Meet the ‘average Australian’: What the ABS social trends report says about your customers

Meet Jane. She’s 37, Australian-born, Catholic, and married with two young children.

She works almost full-time (32 hours a week) as a sales assistant, and spends five hours on housework every week. She’s got a certificate in management, and along with her husband, pays $1800 a month on her mortgage for a three-bedroom house in the suburbs.

If Jane sounds rather typical, she should. According to the Australian Bureau of Statistics, she’s the ‘average Australian’.

On Wednesday, the ABS released a new analysis gleaned from its 2011 national census. It’s the first time the bureau has put together a report on the ‘average Australian’, and, it cautioned, the analysis hides significant demographic diversity.

“While many people will share a number of characteristics in common with this ‘average’ Australian, out of the nearly 22 million people counted in Australia on census night – August 9, 2011 – no single person met all these criteria.”

The analysis looks at how demographic features have changed from 1911 to 2011, which is what makes it interesting, says Professor Peter McDonald, the director of the Australian Demographic and Social Research Institute.

“Some of these changes are happening quite rapidly. You only have to look at the graphs and note the slope of the increases.”

For most of the twentieth century, there were more men than women in Australia. In 1911, there were 108 men for every 100 women. Now, the figure is 99 men for every 100 women. Men stopped being the majority in 1979.

Some suburbs, however, do buck the trend. Sydney’s Darlinghurst and Surrey Hills, for example, were home to large numbers of male same-sex couples. Other male-dominated areas included mining towns such as Newman and Tom Price in Western Australia.
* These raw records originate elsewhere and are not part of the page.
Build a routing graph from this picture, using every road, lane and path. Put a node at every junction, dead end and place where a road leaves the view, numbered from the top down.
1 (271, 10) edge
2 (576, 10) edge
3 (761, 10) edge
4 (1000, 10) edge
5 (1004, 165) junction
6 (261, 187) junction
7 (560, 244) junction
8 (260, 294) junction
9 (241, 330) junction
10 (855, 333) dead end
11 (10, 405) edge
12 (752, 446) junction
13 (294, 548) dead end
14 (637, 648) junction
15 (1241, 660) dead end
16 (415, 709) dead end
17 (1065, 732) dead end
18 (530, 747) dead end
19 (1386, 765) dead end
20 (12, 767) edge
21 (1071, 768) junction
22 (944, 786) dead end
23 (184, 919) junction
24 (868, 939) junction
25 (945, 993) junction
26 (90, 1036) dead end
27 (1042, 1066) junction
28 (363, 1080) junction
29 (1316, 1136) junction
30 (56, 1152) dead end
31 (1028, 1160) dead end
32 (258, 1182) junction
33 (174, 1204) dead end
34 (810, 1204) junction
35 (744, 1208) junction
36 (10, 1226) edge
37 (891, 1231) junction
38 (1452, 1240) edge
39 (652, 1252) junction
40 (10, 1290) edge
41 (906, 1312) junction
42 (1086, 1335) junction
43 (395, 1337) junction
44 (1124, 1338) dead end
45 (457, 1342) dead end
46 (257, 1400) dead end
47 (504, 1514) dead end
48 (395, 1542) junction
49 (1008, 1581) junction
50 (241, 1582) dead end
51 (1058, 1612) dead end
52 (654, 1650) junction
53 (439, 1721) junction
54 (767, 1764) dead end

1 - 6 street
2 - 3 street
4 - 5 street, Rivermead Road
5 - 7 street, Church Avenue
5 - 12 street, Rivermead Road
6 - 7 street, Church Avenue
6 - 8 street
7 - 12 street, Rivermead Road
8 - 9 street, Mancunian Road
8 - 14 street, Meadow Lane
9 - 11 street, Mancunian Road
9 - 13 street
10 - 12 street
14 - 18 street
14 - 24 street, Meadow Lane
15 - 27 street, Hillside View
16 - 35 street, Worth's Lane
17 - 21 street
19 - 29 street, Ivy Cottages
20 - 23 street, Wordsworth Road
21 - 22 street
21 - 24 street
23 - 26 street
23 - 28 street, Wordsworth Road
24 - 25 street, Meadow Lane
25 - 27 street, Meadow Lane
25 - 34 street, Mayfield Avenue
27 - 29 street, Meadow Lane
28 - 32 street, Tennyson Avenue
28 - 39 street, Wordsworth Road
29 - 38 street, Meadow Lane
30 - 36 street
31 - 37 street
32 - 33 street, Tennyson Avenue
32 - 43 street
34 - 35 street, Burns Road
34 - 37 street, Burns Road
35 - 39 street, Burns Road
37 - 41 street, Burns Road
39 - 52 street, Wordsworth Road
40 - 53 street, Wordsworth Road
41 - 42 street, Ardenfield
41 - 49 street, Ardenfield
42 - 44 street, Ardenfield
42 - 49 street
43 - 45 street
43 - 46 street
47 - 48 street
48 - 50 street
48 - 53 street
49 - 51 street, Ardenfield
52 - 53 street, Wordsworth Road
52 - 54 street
Despite 50 years of heavy migration, most Australians can still say both their parents were born here. In 2011, nearly three quarters (74%) of people were born in Australia, a trait more than half (54%) shared with their parents.

These figures aren’t too different from those in 1911, when 83% of people were born in Australia. This increased at every census until 1947, when 90% of Australians were born here, before trending slowly down to today’s figures.

Most Australians who were born overseas live in capital cities, where 34% of people were born overseas. In towns with under 10,000 people, only 12% on average were born overseas.

McDonald says the thing that most caught his eye is the rapid rise in the number of people who speak Asian languages at home. Mandarin is now the most common language spoken at home after English.

Four in five (81%) Australians speak only English at home, which is down from 86% in 1986. Mandarin is spoken by 1.6%, and has seen the number of people fluent in it swell from under 200,000 in 2001 to 336,000 now.

Languages on the decline are Italian and Greek, while Arabic and Vietnamese are rapidly growing. All up, after English and Mandarin, 1.5% of people still speak Italian at home, 1.4% speak Arabic, 1.3% speak Cantonese, 1.2% speak Greek while 1.1% speak Vietnamese.

We’re increasingly likely to be atheists (up 3% to 22% since the last census), while 7% of us now follow non-Christian religions, of which Buddhism and Islam are the most common, followed by Hinduism.

In 1911, the average age was 25 for men and slightly younger for women. The average age rose consistently until WWII, shed five years during the 1950s (hello baby boomers) before rising steadily from 1971. Today, the average age is 37.

For both men and women, the most common job was as a sales assistant. After that, it broke down along gender lines, with men commonly being a truck driver, electrician or retail manager, while women were likely to be general clerks, primary school teachers or office managers.

This is one characteristic McDonald doesn’t expect to sit still in future censuses.

“Shop assistant is the leading occupation. That’s due to the labour intensity of the retail sector, which hasn’t been replaced by machines. That’s also the reason farming was the largest source of jobs in 1911, but now, relatively few people work in agriculture. They’ve been replaced by machines.